A sail boat is crossing a river of width 43.3 meters, sailing at 17.9 m/s vertically across the river. If a cross wind of 6.0 m/s directed 19.6 degrees off of vertical pushes the sailboat, then how far downstream (horizontally) will the boat be when it reaches the other side of the river? (please provide your answer to 1 decimal place)
We can use trigonometry to solve this problem.
First, we need to find the horizontal component of the boat's velocity. This is given by:
horizontal velocity = sailboat speed x cos(wind angle)
horizontal velocity = 17.9 m/s x cos(19.6°)
horizontal velocity = 16.9 m/s
Next, we need to find how long it takes for the boat to cross the river. This is given by:
time to cross = distance / vertical velocity
time to cross = 43.3 m / 17.9 m/s
time to cross = 2.42 s
Finally, we can find how far downstream the boat will be at the end of this time.
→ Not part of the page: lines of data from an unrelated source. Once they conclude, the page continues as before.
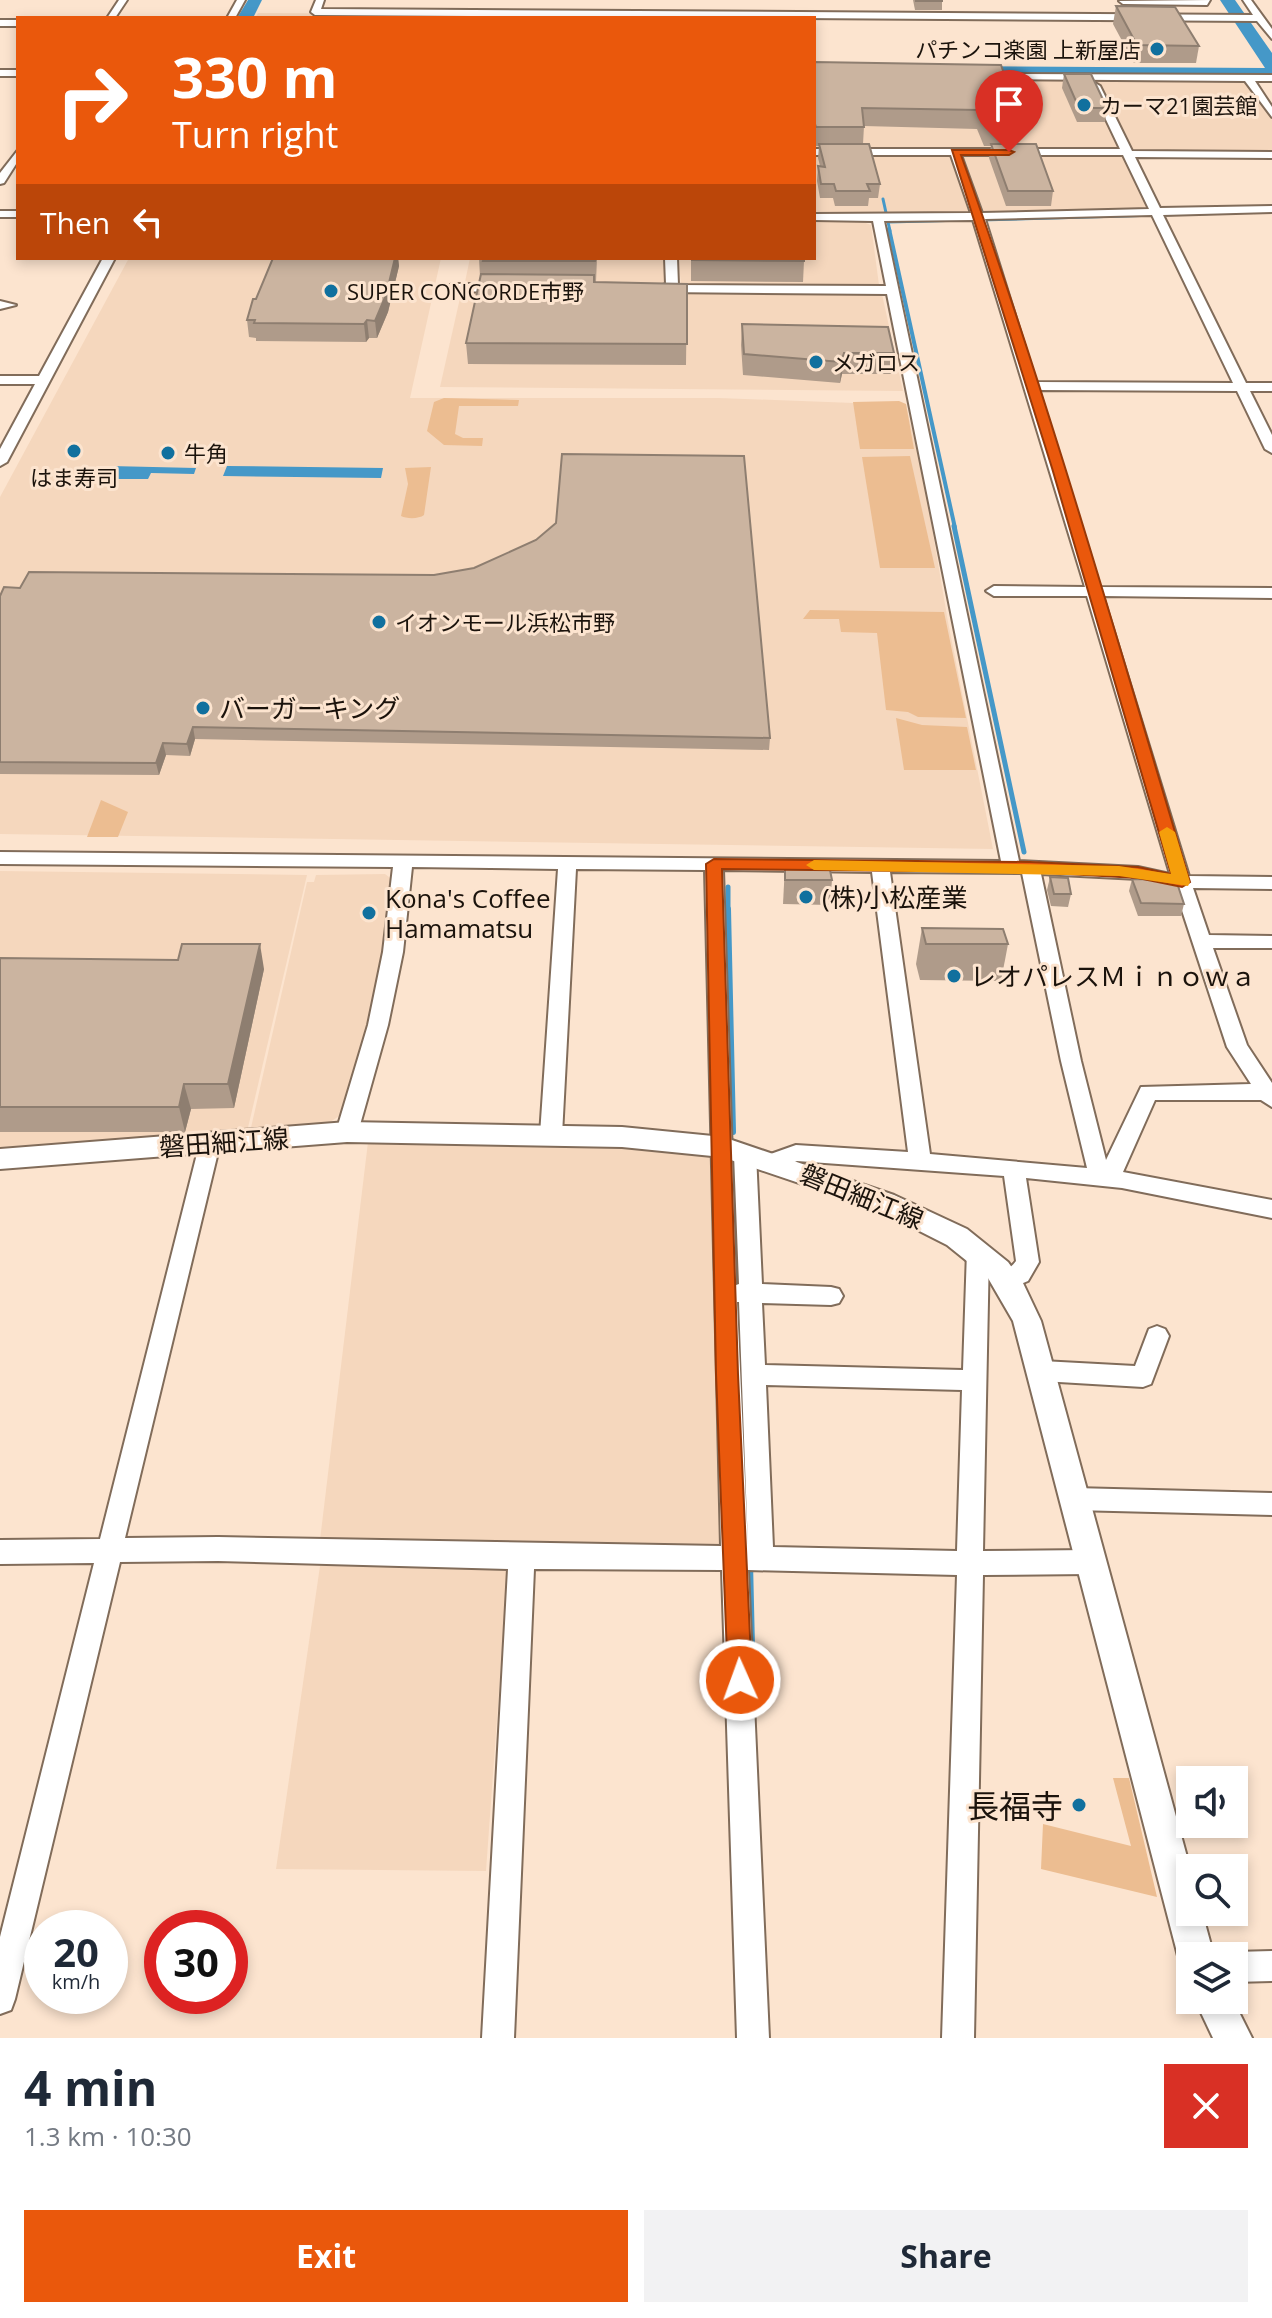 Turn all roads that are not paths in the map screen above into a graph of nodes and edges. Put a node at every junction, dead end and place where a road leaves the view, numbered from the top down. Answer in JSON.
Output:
{"nodes":[{"id":1,"x":320,"y":0,"type":"edge"},
{"id":2,"x":493,"y":0,"type":"edge"},
{"id":3,"x":568,"y":0,"type":"edge"},
{"id":4,"x":713,"y":0,"type":"edge"},
{"id":5,"x":837,"y":0,"type":"edge"},
{"id":6,"x":1122,"y":0,"type":"edge"},
{"id":7,"x":1207,"y":1,"type":"edge"},
{"id":8,"x":1253,"y":3,"type":"edge"},
{"id":9,"x":490,"y":13,"type":"junction"},
{"id":10,"x":566,"y":13,"type":"junction"},
{"id":11,"x":841,"y":15,"type":"junction"},
{"id":12,"x":712,"y":16,"type":"edge"},
{"id":13,"x":1132,"y":17,"type":"junction"},
{"id":14,"x":1224,"y":17,"type":"junction"},
{"id":15,"x":1256,"y":18,"type":"junction"},
{"id":16,"x":1270,"y":31,"type":"edge"},
{"id":17,"x":964,"y":77,"type":"edge"},
{"id":18,"x":1091,"y":77,"type":"junction"},
{"id":19,"x":1248,"y":78,"type":"junction"},
{"id":20,"x":1272,"y":78,"type":"edge"},
{"id":21,"x":1272,"y":114,"type":"edge"},
{"id":22,"x":15,"y":151,"type":"edge"},
{"id":23,"x":816,"y":152,"type":"edge"},
{"id":24,"x":955,"y":152,"type":"junction"},
{"id":25,"x":1128,"y":153,"type":"junction"},
{"id":26,"x":1272,"y":155,"type":"edge"},
{"id":27,"x":0,"y":181,"type":"edge"},
{"id":28,"x":1272,"y":209,"type":"edge"},
{"id":29,"x":1157,"y":212,"type":"junction"},
{"id":30,"x":977,"y":215,"type":"junction"},
{"id":31,"x":816,"y":217,"type":"edge"},
{"id":32,"x":878,"y":220,"type":"junction"},
{"id":33,"x":108,"y":260,"type":"edge"},
{"id":34,"x":671,"y":260,"type":"edge"},
{"id":35,"x":452,"y":288,"type":"dead end"},
{"id":36,"x":516,"y":288,"type":"edge"},
{"id":37,"x":641,"y":288,"type":"edge"},
{"id":38,"x":672,"y":288,"type":"junction"},
{"id":39,"x":892,"y":290,"type":"junction"},
{"id":40,"x":0,"y":380,"type":"edge"},
{"id":41,"x":42,"y":380,"type":"junction"},
{"id":42,"x":1031,"y":386,"type":"junction"},
{"id":43,"x":1242,"y":387,"type":"junction"},
{"id":44,"x":1272,"y":387,"type":"edge"},
{"id":45,"x":1272,"y":449,"type":"edge"},
{"id":46,"x":0,"y":462,"type":"edge"},
{"id":47,"x":994,"y":591,"type":"dead end"},
{"id":48,"x":1093,"y":591,"type":"junction"},
{"id":49,"x":1272,"y":593,"type":"edge"},
{"id":50,"x":0,"y":858,"type":"edge"},
{"id":51,"x":403,"y":863,"type":"junction"},
{"id":52,"x":567,"y":864,"type":"junction"},
{"id":53,"x":714,"y":864,"type":"junction"},
{"id":54,"x":880,"y":866,"type":"junction"},
{"id":55,"x":1020,"y":867,"type":"junction"},
{"id":56,"x":1182,"y":882,"type":"junction"},
{"id":57,"x":1272,"y":883,"type":"edge"},
{"id":58,"x":1203,"y":941,"type":"junction"},
{"id":59,"x":1272,"y":942,"type":"edge"},
{"id":60,"x":1270,"y":1096,"type":"edge"},
{"id":61,"x":347,"y":1132,"type":"junction"},
{"id":62,"x":551,"y":1135,"type":"junction"},
{"id":63,"x":209,"y":1144,"type":"junction"},
{"id":64,"x":747,"y":1154,"type":"junction"},
{"id":65,"x":0,"y":1159,"type":"edge"},
{"id":66,"x":920,"y":1161,"type":"junction"},
{"id":67,"x":1014,"y":1168,"type":"junction"},
{"id":68,"x":1105,"y":1178,"type":"junction"},
{"id":69,"x":1272,"y":1209,"type":"edge"},
{"id":70,"x":978,"y":1251,"type":"junction"},
{"id":71,"x":1006,"y":1281,"type":"junction"},
{"id":72,"x":739,"y":1293,"type":"junction"},
{"id":73,"x":831,"y":1296,"type":"dead end"},
{"id":74,"x":1157,"y":1336,"type":"dead end"},
{"id":75,"x":1042,"y":1371,"type":"junction"},
{"id":76,"x":754,"y":1375,"type":"junction"},
{"id":77,"x":975,"y":1380,"type":"junction"},
{"id":78,"x":1074,"y":1499,"type":"junction"},
{"id":79,"x":1272,"y":1504,"type":"edge"},
{"id":80,"x":108,"y":1551,"type":"junction"},
{"id":81,"x":0,"y":1552,"type":"edge"},
{"id":82,"x":522,"y":1557,"type":"junction"},
{"id":83,"x":748,"y":1559,"type":"junction"},
{"id":84,"x":1090,"y":1562,"type":"junction"},
{"id":85,"x":970,"y":1563,"type":"junction"},
{"id":86,"x":1192,"y":1942,"type":"edge"},
{"id":87,"x":1272,"y":1966,"type":"edge"},
{"id":88,"x":1248,"y":1967,"type":"edge"},
{"id":89,"x":0,"y":1999,"type":"edge"},
{"id":90,"x":1220,"y":2014,"type":"edge"},
{"id":91,"x":498,"y":2038,"type":"edge"},
{"id":92,"x":753,"y":2038,"type":"edge"},
{"id":93,"x":958,"y":2038,"type":"edge"},
{"id":94,"x":1233,"y":2038,"type":"edge"}],
"edges":[{"from":1,"to":9,"type":"street"},
{"from":2,"to":9,"type":"street"},
{"from":3,"to":10,"type":"street"},
{"from":4,"to":12,"type":"street"},
{"from":5,"to":11,"type":"street"},
{"from":6,"to":7,"type":"street"},
{"from":6,"to":13,"type":"street"},
{"from":7,"to":14,"type":"street"},
{"from":8,"to":15,"type":"street"},
{"from":9,"to":10,"type":"street"},
{"from":10,"to":12,"type":"street"},
{"from":11,"to":12,"type":"street"},
{"from":11,"to":13,"type":"street"},
{"from":13,"to":14,"type":"street"},
{"from":14,"to":15,"type":"street"},
{"from":15,"to":16,"type":"street"},
{"from":17,"to":18,"type":"street"},
{"from":18,"to":19,"type":"street"},
{"from":18,"to":25,"type":"street"},
{"from":19,"to":20,"type":"street"},
{"from":19,"to":21,"type":"street"},
{"from":22,"to":27,"type":"street"},
{"from":23,"to":24,"type":"street"},
{"from":24,"to":25,"type":"street"},
{"from":24,"to":30,"type":"street"},
{"from":25,"to":26,"type":"street"},
{"from":25,"to":29,"type":"street"},
{"from":28,"to":29,"type":"street"},
{"from":29,"to":30,"type":"street"},
{"from":29,"to":43,"type":"street"},
{"from":30,"to":32,"type":"street"},
{"from":30,"to":42,"type":"street"},
{"from":31,"to":32,"type":"street"},
{"from":32,"to":39,"type":"street"},
{"from":33,"to":41,"type":"street"},
{"from":34,"to":38,"type":"street"},
{"from":35,"to":36,"type":"street"},
{"from":37,"to":38,"type":"street"},
{"from":38,"to":39,"type":"street"},
{"from":39,"to":55,"type":"street"},
{"from":40,"to":41,"type":"street"},
{"from":41,"to":46,"type":"street"},
{"from":42,"to":43,"type":"street"},
{"from":42,"to":48,"type":"street"},
{"from":43,"to":44,"type":"street"},
{"from":43,"to":45,"type":"street"},
{"from":47,"to":48,"type":"street"},
{"from":48,"to":49,"type":"street"},
{"from":48,"to":56,"type":"street"},
{"from":50,"to":51,"type":"street"},
{"from":51,"to":52,"type":"street"},
{"from":51,"to":61,"type":"street"},
{"from":52,"to":53,"type":"street"},
{"from":52,"to":62,"type":"street"},
{"from":53,"to":54,"type":"street"},
{"from":53,"to":64,"type":"street"},
{"from":54,"to":55,"type":"street"},
{"from":54,"to":66,"type":"street"},
{"from":55,"to":56,"type":"street"},
{"from":55,"to":68,"type":"street"},
{"from":56,"to":57,"type":"street"},
{"from":56,"to":58,"type":"street"},
{"from":58,"to":59,"type":"street"},
{"from":58,"to":60,"type":"street"},
{"from":60,"to":68,"type":"street"},
{"from":61,"to":62,"type":"main road","name":"磐田細江線"},
{"from":61,"to":63,"type":"main road","name":"磐田細江線"},
{"from":62,"to":64,"type":"main road","name":"磐田細江線"},
{"from":63,"to":65,"type":"main road","name":"磐田細江線"},
{"from":63,"to":80,"type":"street"},
{"from":64,"to":66,"type":"street"},
{"from":64,"to":70,"type":"main road","name":"磐田細江線"},
{"from":64,"to":72,"type":"street"},
{"from":66,"to":67,"type":"street"},
{"from":67,"to":68,"type":"street"},
{"from":67,"to":71,"type":"street"},
{"from":68,"to":69,"type":"street"},
{"from":70,"to":71,"type":"main road","name":"磐田細江線"},
{"from":70,"to":77,"type":"street"},
{"from":71,"to":75,"type":"main road","name":"磐田細江線"},
{"from":72,"to":73,"type":"street"},
{"from":72,"to":76,"type":"street"},
{"from":72,"to":83,"type":"street"},
{"from":74,"to":75,"type":"street"},
{"from":75,"to":78,"type":"main road","name":"磐田細江線"},
{"from":76,"to":77,"type":"street"},
{"from":76,"to":83,"type":"street"},
{"from":77,"to":85,"type":"street"},
{"from":78,"to":79,"type":"street"},
{"from":78,"to":84,"type":"main road","name":"磐田細江線"},
{"from":80,"to":81,"type":"street"},
{"from":80,"to":82,"type":"street"},
{"from":80,"to":89,"type":"street"},
{"from":82,"to":83,"type":"street"},
{"from":82,"to":91,"type":"street"},
{"from":83,"to":85,"type":"street"},
{"from":83,"to":92,"type":"street"},
{"from":84,"to":85,"type":"street"},
{"from":84,"to":86,"type":"main road","name":"磐田細江線"},
{"from":85,"to":93,"type":"street"},
{"from":87,"to":88,"type":"street"},
{"from":90,"to":94,"type":"main road"}]}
This is given by:
downstream distance = time to cross x horizontal velocity
downstream distance = 2.42 s x 16.9 m/s
downstream distance = 40.9 m
Therefore, the sailboat will be approximately 40.9 meters downstream when it reaches the other side of the river.
To find the distance downstream that the sailboat will be when it reaches the other side of the river, we can use trigonometry.
Let's denote the vertical component of the boat's velocity as Vy, the horizontal component of the boat's velocity as Vx, and the time it takes for the boat to cross the river as t.
The vertical component of the boat's velocity can be calculated using the sailboat's speed and the angle of the crosswind:
Vy = speed * sin(angle)
= 17.9 m/s * sin(19.6 degrees)
≈ 6.2 m/s
The horizontal component of the boat's velocity is equal to the crosswind's velocity:
Vx = crosswind velocity
= 6.0 m/s
Now, we can determine the time it takes for the boat to cross the river using the width of the river and the horizontal component of the boat's velocity:
t = width / Vx
= 43.3 m / 6.0 m/s
≈ 7.2 s
Finally, we can find the distance downstream that the boat will be when it reaches the other side by multiplying the time it takes to cross with the vertical component of the boat's velocity:
Distance downstream = Vy * t
= 6.2 m/s * 7.2 s
≈ 44.6 m (to 1 decimal place)
Therefore, the boat will be approximately 44.6 meters downstream when it reaches the other side of the river.